JJ: Yeah, I love that. I love that as a closing question. I think it seems straightforward, to me that is, you’re going to be able to survive these difficult seasons if you make what you’re doing not a job, but a calling. Make it meaningful. It’s meaningful work. It’s not so simple, but you need to find a way to frame it as meaningful work. Even as you do that, you need to take care of yourself, you need to be mindful of your boundaries. You need to be aware of what you can handle, but if you don’t find a way to cast it as meaningful work, I think this is an environment that is very hard to survive in. So, make it meaningful work.

JH: Simple as it may sound. My mother always said when I was age 11 and I started working, we were very poor. And, kids had to work. And, we’re talking about work and the value of work, and she said, if you love your job you’ll never work another day in your life, and you’ve heard that phrase before but that’s very true. If you have passion for what you do and you put purpose into it, you can go a long way and you don’t have to go out and conquer hell with a squirt gun. You don’t have to get your name in a book. There are other meaningful ways. These are all great things, but there are other meaningful ways that in your local community, you can still have impact.

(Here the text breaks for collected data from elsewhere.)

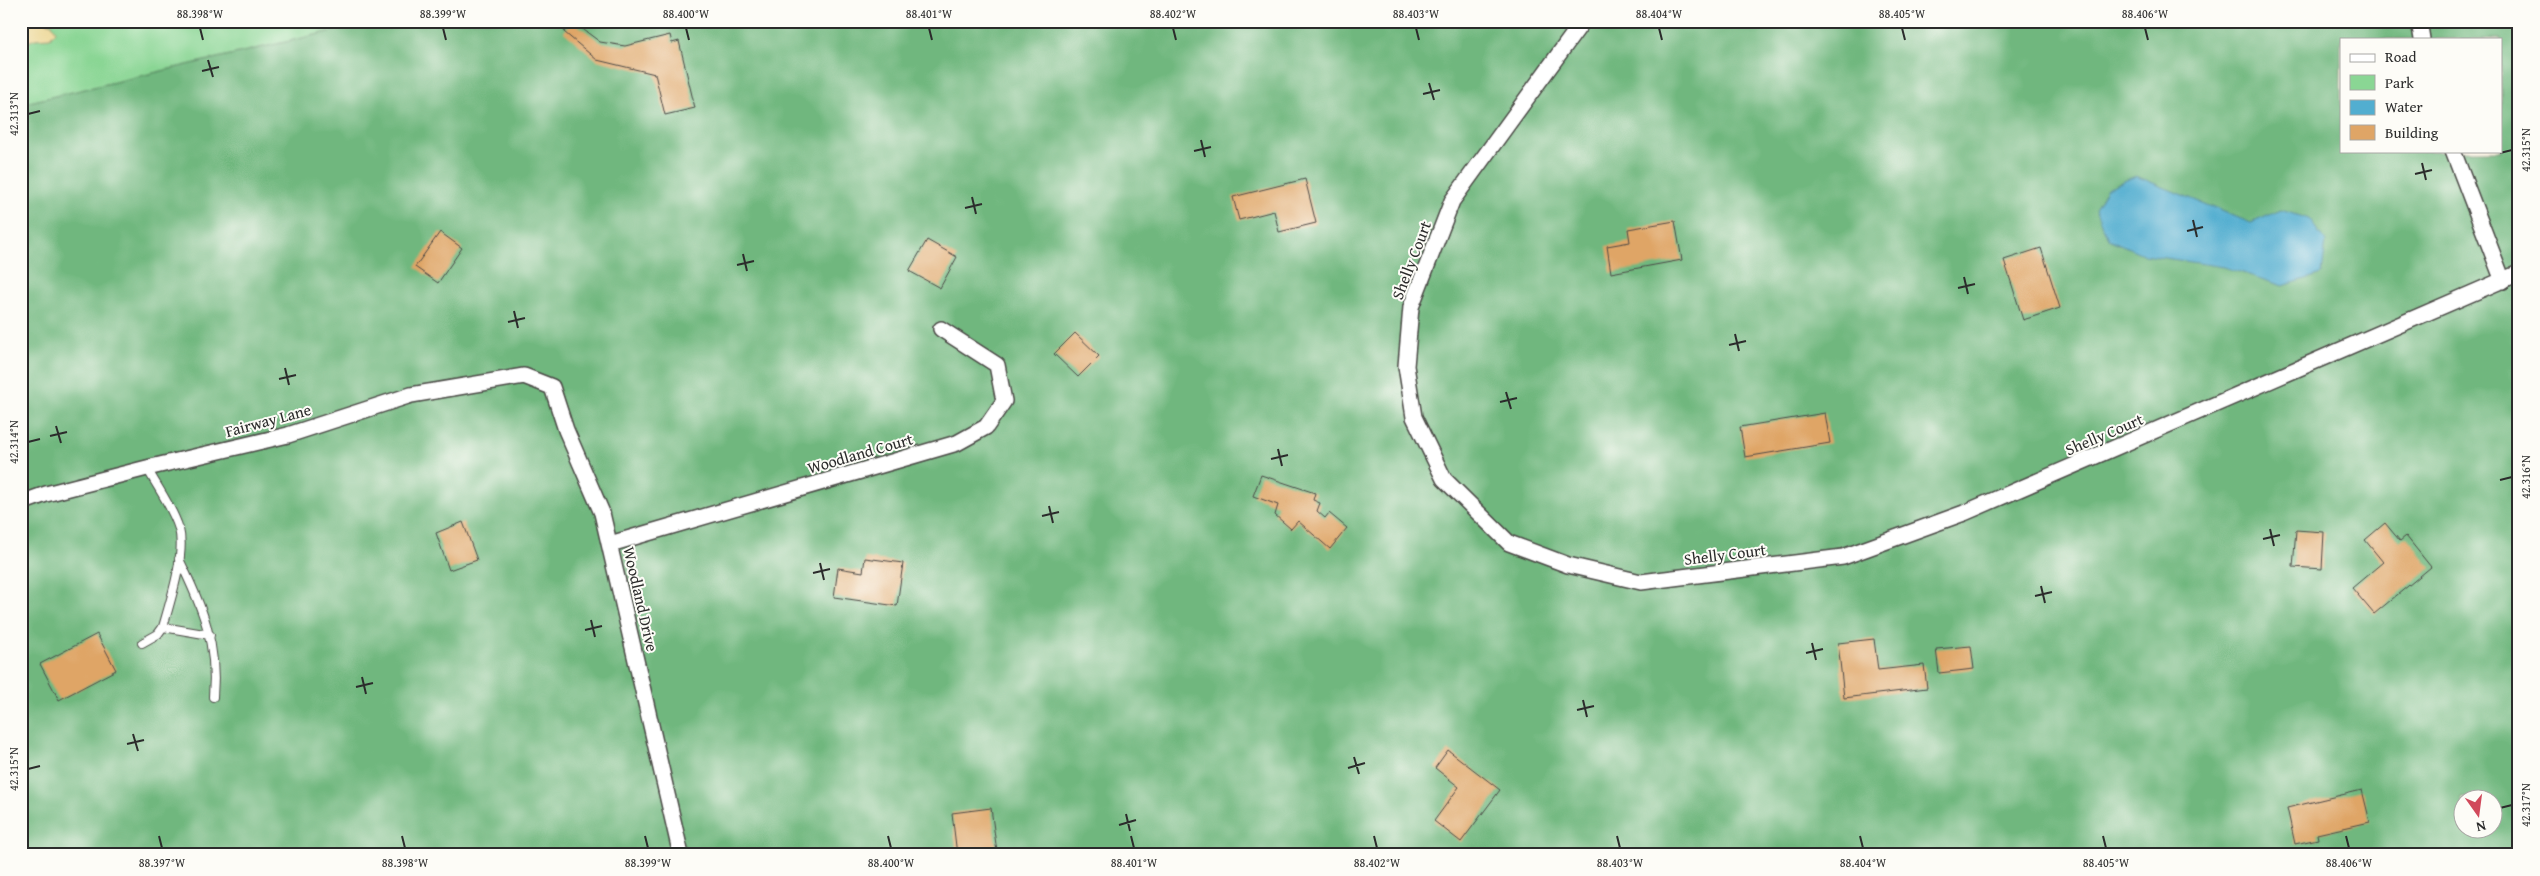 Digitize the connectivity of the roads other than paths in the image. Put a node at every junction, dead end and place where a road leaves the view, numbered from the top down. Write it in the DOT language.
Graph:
graph roads {
  1 [pos="1583,21"];
  2 [pos="2419,21"];
  3 [pos="2422,38"];
  4 [pos="2453,152"];
  5 [pos="2519,273"];
  6 [pos="2503,281"];
  7 [pos="941,329"];
  8 [pos="524,376"];
  9 [pos="146,468"];
  10 [pos="21,503"];
  11 [pos="610,544"];
  12 [pos="179,559"];
  13 [pos="163,627"];
  14 [pos="210,635"];
  15 [pos="142,643"];
  16 [pos="213,698"];
  17 [pos="681,855"];
  1 -- 6 [label="street, Shelly Court"];
  2 -- 3 [label="street"];
  4 -- 6 [label="street"];
  5 -- 6 [label="street, Shelly Court"];
  7 -- 11 [label="street, Woodland Court"];
  8 -- 9 [label="street, Fairway Lane"];
  8 -- 11 [label="street, Woodland Drive"];
  9 -- 10 [label="street, Fairway Lane"];
  9 -- 12 [label="lane"];
  11 -- 17 [label="street, Woodland Drive"];
  12 -- 13 [label="lane"];
  12 -- 14 [label="lane"];
  13 -- 14 [label="lane"];
  13 -- 15 [label="lane"];
  14 -- 16 [label="lane"];
} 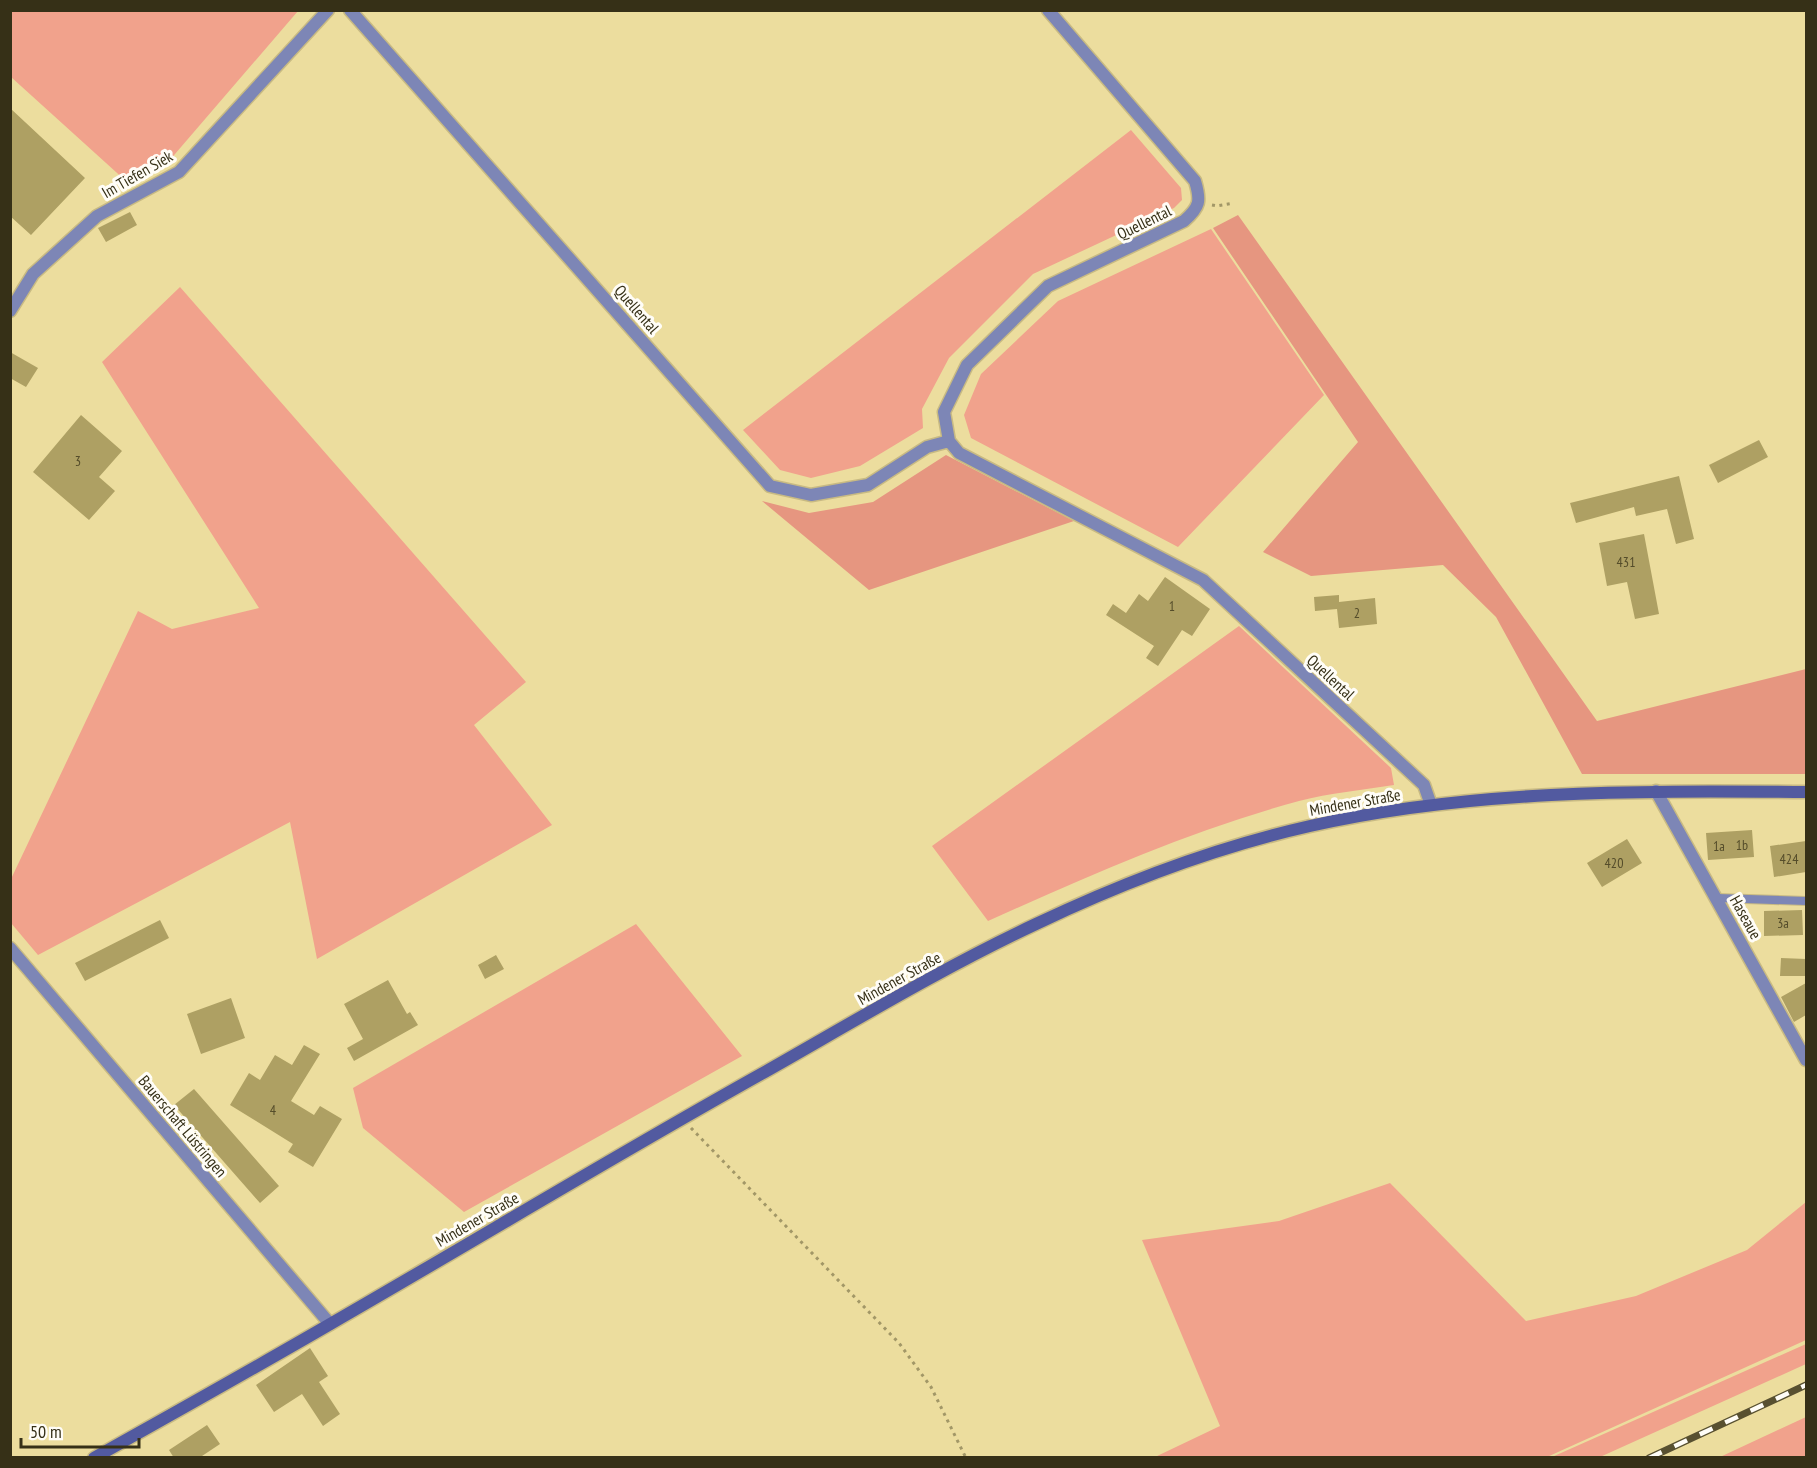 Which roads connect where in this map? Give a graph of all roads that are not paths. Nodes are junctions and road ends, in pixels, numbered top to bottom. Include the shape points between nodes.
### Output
1 (328, 10) edge
2 (350, 10) edge
3 (1048, 10) edge
4 (10, 310) edge
5 (949, 441) junction
6 (1656, 791) junction
7 (1806, 792) edge
8 (1431, 805) junction
9 (1717, 898) junction
10 (1806, 901) edge
11 (10, 948) edge
12 (1806, 1058) edge
13 (330, 1324) junction
14 (94, 1458) edge

1 - 4 street, Im Tiefen Siek via 179,172 96,216 33,274
2 - 5 street, Quellental via 770,486 811,495 868,484 927,447
3 - 5 street, Quellental via 1195,181 1200,196 1196,210 1184,221 1048,286 967,365 944,412
5 - 8 street, Quellental via 959,453 1203,580 1424,785
6 - 7 main road, Mindener Straße
6 - 8 main road, Mindener Straße
6 - 9 street, Haseaue
8 - 13 main road, Mindener Straße via 1311,826 1227,849 1131,883 1036,924 681,1119
9 - 10 lane
9 - 12 street, Haseaue
11 - 13 street, Bauerschaft Lüstringen
13 - 14 main road, Mindener Straße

JJ: You can, you can. To me, the beauty is it’s not hard to make it meaningful work because it is meaningful work. What a privilege. What a high calling to engage these rural patients, Like, I mean, one of the beautiful seasons of my life, as I noted, was driving all around the rural Mid-South, getting to know people and recognizing, oh my gosh, like, this is the car that you’re driving. It’s not built to work and yet you are so brave you’re getting in that, with your glaucoma, with your oxygen tank, and you are driving, 100 miles to a hospital. Oh, my. If you’re doing that, what a privilege it is for me to care for you. What more important work is there than being advocates for these rural patients who otherwise wouldn’t have anybody to advocate for them? It’s a holy calling.

JH: Well said. Thank you so much for joining us today. Great to have you. I look forward to having you back for maybe your third book. We’re going to promote this because it’s so important that our hospitals across the country understand the importance of helping our patients deal with medical trauma. So, look forward to having you back on the next episode.

JJ: Thanks so much. Thank you very much.